Benson took over the captaincy from Bernard Wilkinson but soon relinquished it to Jack English when he lost his place in the first team through injury, following which he requested a transfer. During his time with Sheffield United, the club generally finished in mid-table, with their highest finish being fourth in 1906–07. He played 283 matches for Sheffield United in all competitions, scoring 21 goals, including 20 penalties.

===Woolwich Arsenal===
In April 1913 Benson joined Woolwich Arsenal, soon after they had made their move to Highbury. He made his debut against Bristol City on 29 November 1913, and over two seasons he made 53 appearances for the Gunners, mostly at full-back although he was later moved to centre forward, and eventually scored seven goals for the club as they tried for promotion back into the First Division; Arsenal would eventually win re-election based on their position of fifth in 1914–15 after the end of World War I.

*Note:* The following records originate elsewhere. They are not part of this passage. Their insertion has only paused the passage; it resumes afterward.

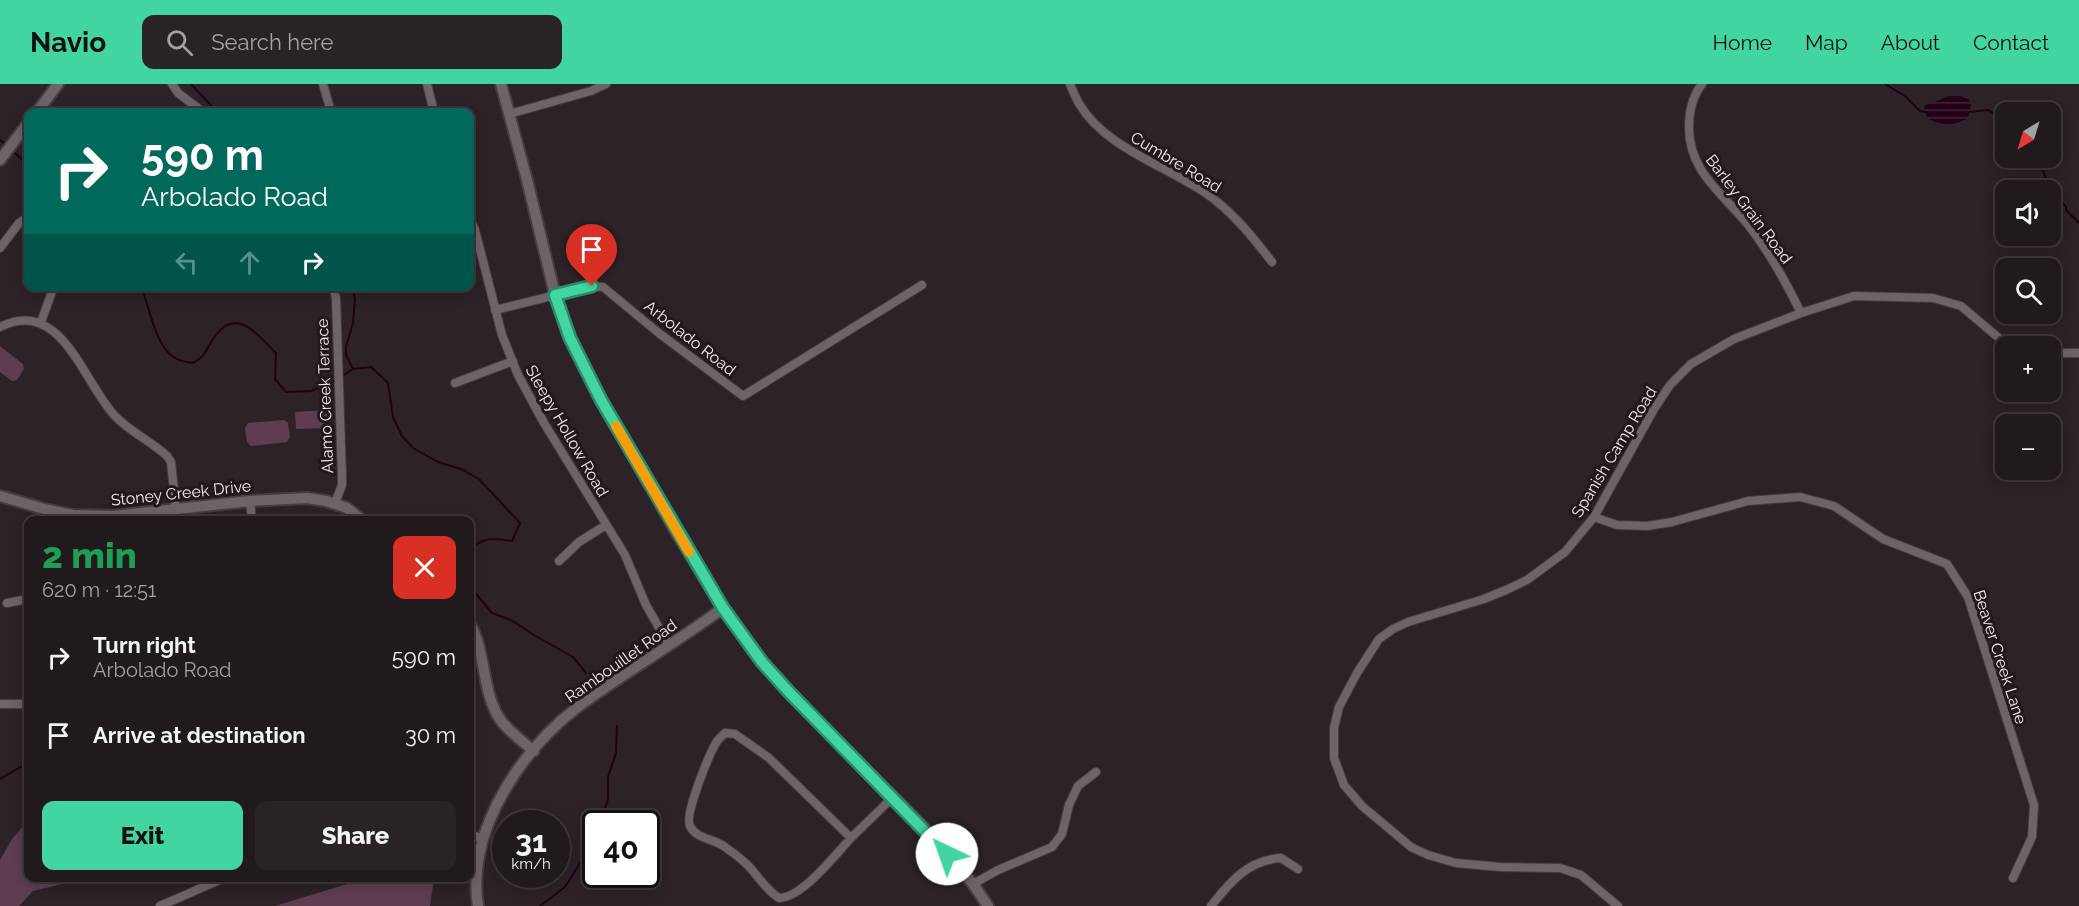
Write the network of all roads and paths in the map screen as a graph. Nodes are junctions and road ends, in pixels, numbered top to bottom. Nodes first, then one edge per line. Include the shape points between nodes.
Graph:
1 (58, 84) edge
2 (172, 84) edge
3 (323, 84) edge
4 (427, 84) edge
5 (501, 84) edge
6 (606, 84) edge
7 (1070, 84) edge
8 (1702, 84) edge
9 (39, 108) edge
10 (197, 108) edge
11 (330, 108) edge
12 (433, 108) edge
13 (509, 114) junction
14 (24, 128) edge
15 (0, 160) edge
16 (24, 220) edge
17 (474, 228) edge
18 (0, 248) edge
19 (1272, 261) dead end
20 (922, 285) dead end
21 (52, 291) edge
22 (334, 291) edge
23 (555, 295) junction
24 (495, 310) junction
25 (1801, 313) junction
26 (41, 322) junction
27 (0, 327) edge
28 (1997, 336) edge
29 (2061, 353) edge
30 (2079, 353) edge
31 (513, 361) junction
32 (456, 383) dead end
33 (0, 495) edge
34 (250, 501) junction
35 (335, 503) junction
36 (176, 509) junction
37 (162, 516) edge
38 (252, 516) edge
39 (357, 516) edge
40 (1594, 518) junction
41 (606, 525) junction
42 (559, 561) dead end
43 (24, 600) edge
44 (7, 603) dead end
45 (723, 608) junction
46 (474, 635) edge
47 (669, 645) junction
48 (0, 704) edge
49 (24, 704) edge
50 (534, 751) junction
51 (1096, 772) dead end
52 (893, 797) junction
53 (474, 836) edge
54 (483, 838) junction
55 (851, 838) junction
56 (1298, 869) dead end
57 (2013, 878) dead end
58 (215, 882) edge
59 (973, 884) junction
60 (160, 906) edge
61 (478, 906) edge
62 (988, 906) edge
63 (1211, 906) edge
64 (1618, 906) edge

1 - 9 street
2 - 10 street
3 - 11 street
4 - 12 street
5 - 13 street
6 - 13 street
7 - 19 street, Cumbre Road via 1094,124 1127,149 1204,192 1228,211
8 - 25 street, Barley Grain Road via 1689,116 1692,154 1776,263
13 - 23 street
14 - 15 street
16 - 18 street
17 - 24 street, Sleepy Hollow Road
20 - 23 street, Arbolado Road via 743,396 603,287
21 - 26 street
22 - 35 street, Alamo Creek Terrace via 342,476
23 - 24 street, Arbolado Road
23 - 45 street via 590,379
24 - 31 street, Sleepy Hollow Road
25 - 28 street, Spanish Camp Road via 1854,296 1933,298 1961,306
25 - 40 street, Spanish Camp Road via 1734,339 1691,364 1654,409
26 - 27 street via 26,319
26 - 36 street via 59,336 114,415 167,456
29 - 30 street
31 - 32 street
31 - 41 street, Sleepy Hollow Road via 544,423
33 - 37 street, Stoney Creek Drive via 73,515
34 - 35 street, Stoney Creek Drive via 307,498
34 - 36 street, Stoney Creek Drive
34 - 38 street
35 - 39 street, Stoney Creek Drive
36 - 37 street, Stoney Creek Drive
40 - 57 street, Beaver Creek Lane via 1617,525 1647,526 1748,501 1800,497 1834,506 1883,539 1947,564 1968,597 2034,805 2032,837
40 - 64 street, Spanish Camp Road via 1565,552 1527,580 1484,599 1408,621 1379,639 1339,707 1334,758 1344,785 1362,806 1411,847 1456,863 1560,868 1581,875
41 - 42 street
41 - 47 street, Sleepy Hollow Road
43 - 44 street
45 - 47 street, Rambouillet Road
45 - 52 street via 762,662
46 - 50 street via 496,713
47 - 50 street, Rambouillet Road via 577,708
48 - 49 street
50 - 54 street, Rambouillet Road via 500,797
51 - 59 street via 1078,786 1062,834 1052,847
52 - 55 street
52 - 59 street
53 - 54 street
54 - 61 street, Rambouillet Road via 476,889
55 - 55 street via 805,886 791,896 779,898 773,894 723,845 690,826 690,809 717,741 725,733 735,734 755,747
56 - 63 street via 1281,858 1257,863 1245,869
58 - 60 street
59 - 62 street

Due to the war, in 1915 first-class football was suspended. Benson quit the game to work at the Royal Arsenal, Woolwich, munitions factory. He kept in touch with his old club and on 19 February 1916 attended a London Combination match at Highbury against Reading. With his former teammate Joe Shaw unable to make the game, Benson volunteered to take his place, which ultimately had fatal consequences. Having not played a game for nearly a year, Benson was not match-fit. He collapsed on the pitch in the second half and had to be taken off; soon afterwards he died in the Highbury changing rooms, in the arms of team trainer George Hardy.

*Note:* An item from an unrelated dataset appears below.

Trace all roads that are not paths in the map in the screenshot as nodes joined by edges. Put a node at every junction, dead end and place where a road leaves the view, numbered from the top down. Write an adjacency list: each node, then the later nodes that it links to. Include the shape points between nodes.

It was later determined he had died of a burst blood vessel, from a long-standing medical condition. Benson was buried wearing his Arsenal shirt. Three months later, Arsenal held a testimonial match in his honour, against a Rest of London XI, with the proceeds going to his widow; over 5,000 attended to pay their respects.

==International career==
His form at Sheffield United brought him to the notice of the Football Association and in 1910 he was a member of the FA touring party to South Africa, as well as representing the Football League on one occasion. He received his solitary cap for England on 15 February 1913 when he played at left-back against Ireland, when England lost 2–1, with both Irish goals coming from Benson's Sheffield United teammate Billy Gillespie.